By vibe it aims between Linda Nagata's procedural hardness and Gareth L. Powell's crew-centered warmth, with a dash of archival mystery. If you enjoy engineering problems and code puzzles more than layered character arcs, you may find enough to chew on, but I came away admiring the scaffolding more than the story.
When the solar system's century-old relay beacons—called Dawn Nodes—flicker back to life, systems engineer Mara Istrate is pulled from the quiet mines of Pallas to the Helios Gate above Mercury. The nodes broadcast a latticework of coordinates pointing toward the Kohoutek Arc, a cometary halo no one has charted, and a warning encoded in archaic Sagan-number primes. With the corporate Vitrus Council mobilizing gunships and the Freeyard Union dispatching the corvette Oriole, Mara and her crew chase the signal with a contraband muon-core and a jittery AI named Trillium.

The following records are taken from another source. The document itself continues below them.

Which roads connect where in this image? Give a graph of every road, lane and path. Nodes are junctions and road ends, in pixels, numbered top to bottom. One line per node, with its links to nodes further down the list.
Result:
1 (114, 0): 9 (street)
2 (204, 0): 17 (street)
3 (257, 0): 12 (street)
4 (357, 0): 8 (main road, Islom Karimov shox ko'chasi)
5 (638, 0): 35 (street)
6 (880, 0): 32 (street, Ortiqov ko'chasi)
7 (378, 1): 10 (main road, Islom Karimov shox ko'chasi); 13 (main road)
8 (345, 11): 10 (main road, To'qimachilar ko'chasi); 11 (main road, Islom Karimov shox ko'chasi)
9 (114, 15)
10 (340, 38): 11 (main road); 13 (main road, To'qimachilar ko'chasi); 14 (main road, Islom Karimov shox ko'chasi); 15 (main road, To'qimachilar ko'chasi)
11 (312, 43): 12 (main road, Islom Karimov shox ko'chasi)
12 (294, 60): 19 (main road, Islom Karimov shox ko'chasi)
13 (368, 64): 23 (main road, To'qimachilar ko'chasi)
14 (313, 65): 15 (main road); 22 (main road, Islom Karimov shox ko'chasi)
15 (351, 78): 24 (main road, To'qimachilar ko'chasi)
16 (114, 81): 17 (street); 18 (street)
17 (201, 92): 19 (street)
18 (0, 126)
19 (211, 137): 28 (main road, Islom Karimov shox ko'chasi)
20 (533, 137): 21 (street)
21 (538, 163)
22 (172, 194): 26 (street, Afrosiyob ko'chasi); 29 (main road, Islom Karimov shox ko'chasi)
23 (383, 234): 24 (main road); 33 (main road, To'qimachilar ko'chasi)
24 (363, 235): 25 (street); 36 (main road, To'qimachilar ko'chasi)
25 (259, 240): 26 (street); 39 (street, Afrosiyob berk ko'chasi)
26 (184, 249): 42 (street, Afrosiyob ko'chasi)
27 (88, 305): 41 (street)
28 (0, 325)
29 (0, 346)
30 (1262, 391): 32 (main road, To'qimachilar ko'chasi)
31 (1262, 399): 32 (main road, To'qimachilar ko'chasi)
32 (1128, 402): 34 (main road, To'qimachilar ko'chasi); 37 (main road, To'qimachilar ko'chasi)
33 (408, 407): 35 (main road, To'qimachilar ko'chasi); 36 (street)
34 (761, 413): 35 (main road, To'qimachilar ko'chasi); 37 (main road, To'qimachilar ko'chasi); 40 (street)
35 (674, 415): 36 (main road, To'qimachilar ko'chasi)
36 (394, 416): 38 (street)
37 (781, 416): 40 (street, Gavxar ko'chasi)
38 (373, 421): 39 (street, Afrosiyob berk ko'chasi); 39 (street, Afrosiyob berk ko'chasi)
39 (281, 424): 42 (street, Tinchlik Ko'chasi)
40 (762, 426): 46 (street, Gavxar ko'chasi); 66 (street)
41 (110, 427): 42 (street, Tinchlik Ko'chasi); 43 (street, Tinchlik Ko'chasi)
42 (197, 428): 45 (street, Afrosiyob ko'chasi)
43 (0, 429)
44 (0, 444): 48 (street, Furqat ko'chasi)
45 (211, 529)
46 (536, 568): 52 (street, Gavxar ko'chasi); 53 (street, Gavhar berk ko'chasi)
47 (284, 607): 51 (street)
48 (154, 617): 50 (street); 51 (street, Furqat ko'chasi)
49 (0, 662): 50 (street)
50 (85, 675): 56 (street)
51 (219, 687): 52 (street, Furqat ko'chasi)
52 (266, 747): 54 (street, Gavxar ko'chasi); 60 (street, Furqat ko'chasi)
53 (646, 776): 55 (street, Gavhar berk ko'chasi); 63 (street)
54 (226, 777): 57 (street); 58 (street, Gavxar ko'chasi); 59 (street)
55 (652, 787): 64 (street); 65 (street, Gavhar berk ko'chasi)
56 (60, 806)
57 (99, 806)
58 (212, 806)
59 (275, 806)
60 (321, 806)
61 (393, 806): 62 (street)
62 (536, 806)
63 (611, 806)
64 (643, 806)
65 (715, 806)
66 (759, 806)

Inside the Arc, they discover abandoned habitats stitched around ice spires, each sealed by a biotech lock that recognizes the dead. As sabotage follows them from the Seiche Basin to Ceratine Station, Mara must decode the nodes with Dr. Nkiru Ezenwa, an archaeolinguist who claims the pattern was taught to her by a vanished colony on Ganymede. The final node demands a choice: seed a newborn sun with human memory to save a dying Earth, or sever the lattice and let the unknown builders finish what they began.